_EXERCISE_
Please copy out every line in the records below that includes the word "node".

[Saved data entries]
^^^^

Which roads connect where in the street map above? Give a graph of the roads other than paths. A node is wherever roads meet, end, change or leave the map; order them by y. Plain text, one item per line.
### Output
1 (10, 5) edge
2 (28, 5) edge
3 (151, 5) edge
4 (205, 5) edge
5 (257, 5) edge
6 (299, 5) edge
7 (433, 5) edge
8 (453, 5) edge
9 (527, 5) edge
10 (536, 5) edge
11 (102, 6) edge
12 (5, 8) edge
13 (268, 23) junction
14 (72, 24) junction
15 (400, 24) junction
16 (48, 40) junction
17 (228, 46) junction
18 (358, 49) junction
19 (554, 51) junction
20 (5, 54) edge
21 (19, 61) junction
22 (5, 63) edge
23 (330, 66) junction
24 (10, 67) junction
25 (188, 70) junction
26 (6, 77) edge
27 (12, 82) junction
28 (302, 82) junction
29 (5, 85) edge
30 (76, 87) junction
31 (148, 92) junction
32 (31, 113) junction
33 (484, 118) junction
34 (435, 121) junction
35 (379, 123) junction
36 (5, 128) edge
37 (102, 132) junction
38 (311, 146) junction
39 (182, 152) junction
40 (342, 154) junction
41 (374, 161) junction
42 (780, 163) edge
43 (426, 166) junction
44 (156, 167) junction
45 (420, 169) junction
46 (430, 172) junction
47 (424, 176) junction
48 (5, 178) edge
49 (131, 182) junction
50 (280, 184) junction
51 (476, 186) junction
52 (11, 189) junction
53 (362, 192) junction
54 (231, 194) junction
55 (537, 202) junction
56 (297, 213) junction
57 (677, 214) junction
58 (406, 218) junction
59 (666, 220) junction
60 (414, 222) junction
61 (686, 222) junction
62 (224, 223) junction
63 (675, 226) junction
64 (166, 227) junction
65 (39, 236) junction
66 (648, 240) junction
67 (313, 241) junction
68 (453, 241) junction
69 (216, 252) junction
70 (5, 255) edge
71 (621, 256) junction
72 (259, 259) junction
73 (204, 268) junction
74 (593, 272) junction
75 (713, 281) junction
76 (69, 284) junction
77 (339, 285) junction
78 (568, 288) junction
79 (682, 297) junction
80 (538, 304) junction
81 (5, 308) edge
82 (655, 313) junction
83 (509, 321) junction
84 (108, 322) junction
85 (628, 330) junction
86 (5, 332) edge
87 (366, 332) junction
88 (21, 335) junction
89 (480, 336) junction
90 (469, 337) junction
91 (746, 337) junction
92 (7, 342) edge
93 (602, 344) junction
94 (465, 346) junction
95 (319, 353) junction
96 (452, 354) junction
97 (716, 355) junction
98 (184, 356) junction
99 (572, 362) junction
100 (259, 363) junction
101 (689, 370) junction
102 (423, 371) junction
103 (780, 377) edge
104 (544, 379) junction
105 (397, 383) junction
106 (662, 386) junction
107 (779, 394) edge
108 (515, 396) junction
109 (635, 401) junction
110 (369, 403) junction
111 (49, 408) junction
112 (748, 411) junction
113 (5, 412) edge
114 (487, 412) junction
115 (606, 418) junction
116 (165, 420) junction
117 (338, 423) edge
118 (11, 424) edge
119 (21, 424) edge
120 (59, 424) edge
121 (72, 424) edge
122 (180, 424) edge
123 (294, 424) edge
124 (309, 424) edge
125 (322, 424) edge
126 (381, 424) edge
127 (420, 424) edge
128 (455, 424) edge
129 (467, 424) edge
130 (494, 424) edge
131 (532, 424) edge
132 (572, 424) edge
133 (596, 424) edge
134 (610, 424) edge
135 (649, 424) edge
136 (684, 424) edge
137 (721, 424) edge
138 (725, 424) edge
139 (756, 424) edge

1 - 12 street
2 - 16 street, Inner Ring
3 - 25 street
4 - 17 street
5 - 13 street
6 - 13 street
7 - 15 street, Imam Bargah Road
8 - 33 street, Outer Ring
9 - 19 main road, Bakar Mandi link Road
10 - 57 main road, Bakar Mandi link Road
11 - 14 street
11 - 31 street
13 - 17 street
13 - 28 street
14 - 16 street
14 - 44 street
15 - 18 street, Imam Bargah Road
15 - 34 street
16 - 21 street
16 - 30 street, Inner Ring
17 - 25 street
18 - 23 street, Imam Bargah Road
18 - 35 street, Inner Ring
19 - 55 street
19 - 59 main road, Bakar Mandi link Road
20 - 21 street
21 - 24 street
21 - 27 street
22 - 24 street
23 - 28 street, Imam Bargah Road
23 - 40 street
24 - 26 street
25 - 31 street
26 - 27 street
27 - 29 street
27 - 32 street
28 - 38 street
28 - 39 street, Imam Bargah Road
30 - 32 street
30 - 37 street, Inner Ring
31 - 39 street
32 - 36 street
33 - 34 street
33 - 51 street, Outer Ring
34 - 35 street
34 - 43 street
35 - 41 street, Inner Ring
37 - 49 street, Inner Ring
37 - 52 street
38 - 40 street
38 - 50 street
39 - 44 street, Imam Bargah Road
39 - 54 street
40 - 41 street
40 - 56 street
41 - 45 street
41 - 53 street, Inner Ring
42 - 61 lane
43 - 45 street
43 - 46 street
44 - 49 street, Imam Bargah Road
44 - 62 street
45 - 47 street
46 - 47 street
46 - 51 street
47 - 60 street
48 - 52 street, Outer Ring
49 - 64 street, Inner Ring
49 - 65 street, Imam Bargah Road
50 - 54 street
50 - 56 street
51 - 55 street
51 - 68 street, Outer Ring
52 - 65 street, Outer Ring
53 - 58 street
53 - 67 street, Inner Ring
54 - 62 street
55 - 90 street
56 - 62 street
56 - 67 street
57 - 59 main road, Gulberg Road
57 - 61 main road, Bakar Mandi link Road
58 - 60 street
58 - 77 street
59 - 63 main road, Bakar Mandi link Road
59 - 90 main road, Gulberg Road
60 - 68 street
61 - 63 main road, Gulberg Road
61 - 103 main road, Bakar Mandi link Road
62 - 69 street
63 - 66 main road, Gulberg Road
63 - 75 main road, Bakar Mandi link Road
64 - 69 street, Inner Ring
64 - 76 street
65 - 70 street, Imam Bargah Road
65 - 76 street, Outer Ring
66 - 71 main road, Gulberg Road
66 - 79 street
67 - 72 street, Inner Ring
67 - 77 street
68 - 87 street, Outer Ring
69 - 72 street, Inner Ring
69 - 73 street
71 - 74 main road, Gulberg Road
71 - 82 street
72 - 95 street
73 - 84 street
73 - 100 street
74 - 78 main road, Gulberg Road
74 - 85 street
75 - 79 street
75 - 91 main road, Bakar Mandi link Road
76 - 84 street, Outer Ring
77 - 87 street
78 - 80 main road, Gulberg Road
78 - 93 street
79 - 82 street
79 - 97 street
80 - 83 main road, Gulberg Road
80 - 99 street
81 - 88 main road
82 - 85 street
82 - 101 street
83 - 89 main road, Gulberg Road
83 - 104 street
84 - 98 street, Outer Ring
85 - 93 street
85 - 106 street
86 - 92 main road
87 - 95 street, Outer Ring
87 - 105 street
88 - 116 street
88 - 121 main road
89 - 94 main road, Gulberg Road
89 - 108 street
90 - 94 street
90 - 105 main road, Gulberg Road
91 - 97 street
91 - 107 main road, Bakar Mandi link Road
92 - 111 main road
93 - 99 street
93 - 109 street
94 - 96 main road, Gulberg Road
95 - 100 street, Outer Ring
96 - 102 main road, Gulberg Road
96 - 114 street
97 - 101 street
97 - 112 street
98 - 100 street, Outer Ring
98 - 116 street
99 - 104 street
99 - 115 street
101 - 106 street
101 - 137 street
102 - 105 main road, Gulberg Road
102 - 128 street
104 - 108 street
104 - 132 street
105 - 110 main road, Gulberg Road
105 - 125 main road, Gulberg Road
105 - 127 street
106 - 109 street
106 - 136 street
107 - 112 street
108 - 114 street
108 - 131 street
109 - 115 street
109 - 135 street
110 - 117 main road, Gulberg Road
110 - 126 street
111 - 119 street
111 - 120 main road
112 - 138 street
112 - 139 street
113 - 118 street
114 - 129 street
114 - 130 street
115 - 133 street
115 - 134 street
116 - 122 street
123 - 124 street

^^^^

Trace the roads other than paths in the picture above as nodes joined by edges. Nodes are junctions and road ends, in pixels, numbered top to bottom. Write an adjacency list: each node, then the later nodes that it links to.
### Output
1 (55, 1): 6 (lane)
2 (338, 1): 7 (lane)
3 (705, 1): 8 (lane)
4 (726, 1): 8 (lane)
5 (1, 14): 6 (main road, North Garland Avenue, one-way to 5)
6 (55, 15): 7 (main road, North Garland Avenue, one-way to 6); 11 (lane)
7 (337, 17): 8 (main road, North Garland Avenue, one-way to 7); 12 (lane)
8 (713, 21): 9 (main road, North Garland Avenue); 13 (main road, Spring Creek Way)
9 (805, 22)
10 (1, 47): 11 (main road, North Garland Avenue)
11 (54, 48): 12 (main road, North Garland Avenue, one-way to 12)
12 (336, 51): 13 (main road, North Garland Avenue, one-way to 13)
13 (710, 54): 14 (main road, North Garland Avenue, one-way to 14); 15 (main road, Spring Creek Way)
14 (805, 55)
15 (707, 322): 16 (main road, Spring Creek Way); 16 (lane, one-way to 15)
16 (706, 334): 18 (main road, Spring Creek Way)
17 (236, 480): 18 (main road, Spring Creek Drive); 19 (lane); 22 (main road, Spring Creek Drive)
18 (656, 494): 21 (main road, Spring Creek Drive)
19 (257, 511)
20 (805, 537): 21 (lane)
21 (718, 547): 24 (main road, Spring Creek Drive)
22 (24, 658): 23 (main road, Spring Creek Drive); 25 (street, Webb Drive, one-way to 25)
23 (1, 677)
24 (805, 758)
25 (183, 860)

^^^^

_WRITTEN ANSWER_
Which roads connect where in the street map above? Give a graph of the roads other than paths. A node is wherever roads meet, end, change or leave the map; order them by y. Plain text, one item per line.
Trace the roads other than paths in the picture above as nodes joined by edges. Nodes are junctions and road ends, in pixels, numbered top to bottom. Write an adjacency list: each node, then the later nodes that it links to.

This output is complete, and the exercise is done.